Autoras: Rosane Segantin Keppke e Amarilis Lucia Casteli Figueiredo Gallardo

Rosane Segantin Keppke[I], Amarilis Lucia Casteli Figueiredo Gallardo[II]

26 de agosto de 2024

O título deste ensaio foi pensado para ser facilmente memorizado, a fim de fincar uma bandeira de alerta no vasto plasma das questões que disputam a agenda pública, concorrendo com muitas outras para se transformar em política pública prioritária.  Trata-se, aqui, de chamar a atenção para a problemática das favelas situadas em áreas de risco de deslizamentos, solapamentos e inundações, que acumulam passivos sociais, urbanos, ambientais e, portanto, são os territórios mais vulneráveis aos eventos climáticos extremos, notadamente as chuvas de maior intensidade.

Este tema resulta de uma pesquisa em andamento junto ao Centro de Síntese USP Cidades Globais, do Instituto de Estudos Avançados, com o título de “Modelagem de políticas públicas para redução de passivos urbano-ambientais em São Paulo, combinada a uma abordagem comparativa com as recentes inundações da Região Metropolitana de Porto Alegre, no Rio Grande do Sul – para a qual o Observatório das Metrópoles fez um ensaio projetando a mancha de inundação do dia 06/05/2024 sobre o mapa da renda por setor censitário, com dados de 2010[1], conforme apresentado na Figura 1.

Figura 1 – Mapa de área alagada versus
renda da concentração urbana de Porto Alegre

Figura 1 - Ensaio: Mudanças Climáticas: A Adaptação Começa pela Habitação

Fonte: elaborado pelo Observatório das Metrópoles (2024).

Segundo as constatações dos pesquisadores do Rio Grande do Sul (Observatório das Metrópoles, 2024):

Todos os gaúchos foram afetados de alguma forma pelas enchentes, mas, quando comparamos as áreas alagadas com a renda média de cada região, dá para perceber que as áreas mais pobres são as mais atingidas [...] é verdade que, ao contrário de outras enchentes menores, dessa vez algumas áreas mais ricas também alagaram, como o bairro Menino Deus, em Porto Alegre. Mas, ainda assim, não dá para dizer que todos foram atingidos da mesma forma.

De fato, ainda que bairros nobres tenham sido impactados, a resiliência financeira destas famílias seguramente as coloca em melhores condições de se recomporem, se comparadas às famílias mais pobres. Além disso, “as áreas que mais sofreram com as enchentes apresentam concentração expressiva de população negra”, que herdou as desigualdades sociais da escravidão, abolida há pouco mais de um século.

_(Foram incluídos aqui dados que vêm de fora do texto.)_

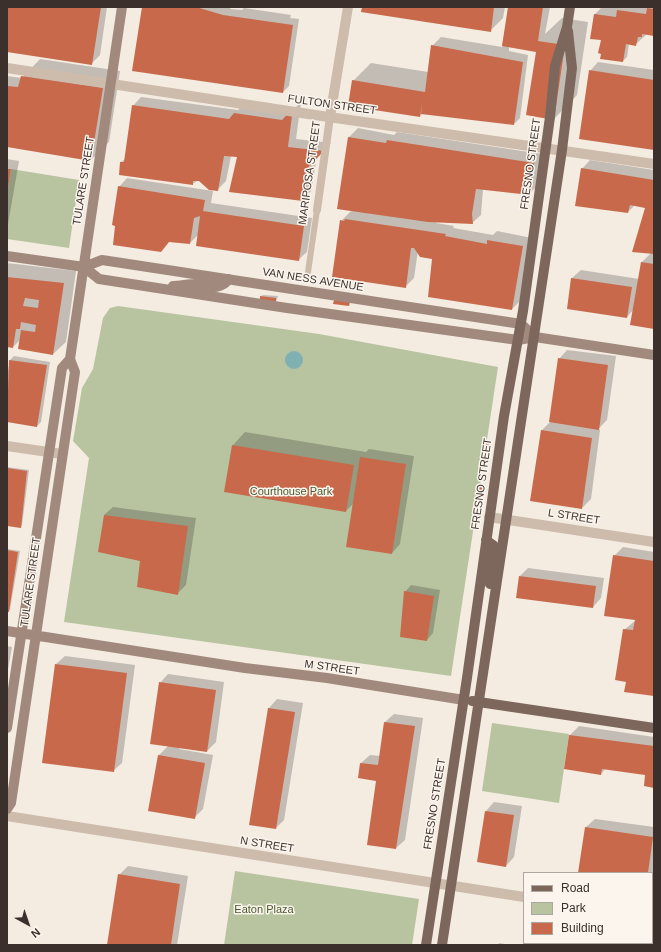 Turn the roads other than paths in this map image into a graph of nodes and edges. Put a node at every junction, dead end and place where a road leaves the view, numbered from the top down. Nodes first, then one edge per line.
1 (122, 7) edge
2 (348, 7) edge
3 (570, 7) edge
4 (567, 27) junction
5 (7, 68) edge
6 (111, 83) junction
7 (330, 117) junction
8 (546, 148) junction
9 (562, 150) junction
10 (654, 164) edge
11 (317, 210) joint
12 (7, 256) edge
13 (84, 268) junction
14 (308, 272) dead end
15 (229, 279) junction
16 (157, 288) junction
17 (521, 324) junction
18 (535, 336) junction
19 (518, 340) junction
20 (654, 355) edge
21 (70, 359) junction
22 (7, 446) edge
23 (49, 452) junction
24 (62, 454) junction
25 (490, 517) junction
26 (506, 519) junction
27 (486, 540) junction
28 (654, 542) edge
29 (491, 626) junction
30 (7, 631) edge
31 (21, 633) junction
32 (36, 635) junction
33 (464, 700) junction
34 (478, 702) junction
35 (7, 728) edge
36 (654, 728) edge
37 (7, 809) edge
38 (7, 816) edge
39 (435, 884) junction
40 (451, 886) junction
41 (523, 897) edge
42 (426, 945) edge
43 (442, 945) edge

1 - 6 main road, TULARE STREET
2 - 7 street, MARIPOSA STREET
3 - 4 main road, FRESNO STREET
4 - 8 main road, FRESNO STREET
4 - 9 main road, FRESNO STREET
5 - 6 street, FULTON STREET
6 - 7 street, FULTON STREET
6 - 13 main road, TULARE STREET
7 - 8 street, FULTON STREET
7 - 11 street, MARIPOSA STREET
8 - 9 street, FULTON STREET
8 - 17 main road, FRESNO STREET
9 - 10 street, FULTON STREET
9 - 18 main road, FRESNO STREET
11 - 14 street, MARIPOSA STREET
12 - 13 main road
13 - 15 main road, VAN NESS AVENUE
13 - 16 main road
13 - 21 main road, TULARE STREET
15 - 16 main road
15 - 17 main road, VAN NESS AVENUE
16 - 19 main road
17 - 18 main road
17 - 19 main road, FRESNO STREET
18 - 19 main road
18 - 20 main road
18 - 26 main road, FRESNO STREET
19 - 25 main road, FRESNO STREET
21 - 23 main road, TULARE STREET
21 - 24 main road, TULARE STREET
22 - 23 street
23 - 24 street
23 - 31 main road, TULARE STREET
24 - 32 main road, TULARE STREET
25 - 26 street, L STREET
25 - 27 main road, FRESNO STREET
26 - 28 street, L STREET
26 - 29 main road, FRESNO STREET
27 - 29 main road
27 - 33 main road, FRESNO STREET
29 - 34 main road, FRESNO STREET
30 - 31 main road, M STREET
31 - 32 main road, M STREET
31 - 35 main road, TULARE STREET
32 - 33 main road, M STREET
32 - 37 main road, TULARE STREET
33 - 34 main road, M STREET
33 - 39 main road, FRESNO STREET
34 - 36 main road, M STREET
34 - 40 main road, FRESNO STREET
38 - 39 street, N STREET
39 - 40 street, N STREET
39 - 42 main road, FRESNO STREET
40 - 41 street, N STREET
40 - 43 main road, FRESNO STREET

Figura 2 – Mapa da área inundável TR 100 versus Índice Paulista
de Vulnerabilidade Social da cidade de São Paulo e outros dados

Figura 2 - Ensaio: Mudanças Climáticas: A Adaptação Começa pela Habitação

Fonte: elaborado pelas autoras com base nos dados do Geosampa (São Paulo, Cidade, 2024).

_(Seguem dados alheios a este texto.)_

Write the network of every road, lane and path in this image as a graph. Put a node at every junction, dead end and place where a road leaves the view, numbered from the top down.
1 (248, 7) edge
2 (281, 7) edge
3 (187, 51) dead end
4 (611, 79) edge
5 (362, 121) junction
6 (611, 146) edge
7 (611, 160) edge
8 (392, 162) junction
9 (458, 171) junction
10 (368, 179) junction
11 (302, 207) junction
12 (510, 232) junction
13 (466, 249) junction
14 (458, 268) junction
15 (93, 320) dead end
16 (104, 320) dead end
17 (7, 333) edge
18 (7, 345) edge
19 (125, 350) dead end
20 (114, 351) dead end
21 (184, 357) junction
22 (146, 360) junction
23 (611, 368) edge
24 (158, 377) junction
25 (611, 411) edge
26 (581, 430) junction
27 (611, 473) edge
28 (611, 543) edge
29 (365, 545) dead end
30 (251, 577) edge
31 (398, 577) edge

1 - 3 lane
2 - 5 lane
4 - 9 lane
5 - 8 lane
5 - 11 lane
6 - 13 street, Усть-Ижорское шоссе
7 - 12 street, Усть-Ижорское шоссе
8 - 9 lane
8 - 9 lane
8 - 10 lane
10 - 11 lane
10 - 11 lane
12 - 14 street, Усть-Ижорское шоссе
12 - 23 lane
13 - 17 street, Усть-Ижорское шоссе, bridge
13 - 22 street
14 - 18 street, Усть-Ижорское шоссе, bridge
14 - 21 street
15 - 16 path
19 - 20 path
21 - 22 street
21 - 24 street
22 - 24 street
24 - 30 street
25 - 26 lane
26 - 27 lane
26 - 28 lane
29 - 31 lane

Fazendo-se um paralelo com o caso gaúcho, em São Paulo aplicou-se metodologia semelhante com base nos dados do Geosampa (São Paulo, Cidade, 2024), logo para tanto foram adotados:

1) O Índice Paulista de Vulnerabilidade Social (IPVS) correspondente ao censo de 2010 do IBGE, para equiparar com os dados de Porto Alegre, que em São Paulo considera não apenas a privação de renda, mas também as condições de acesso às políticas públicas nos setores censitários (SEADE, 2013).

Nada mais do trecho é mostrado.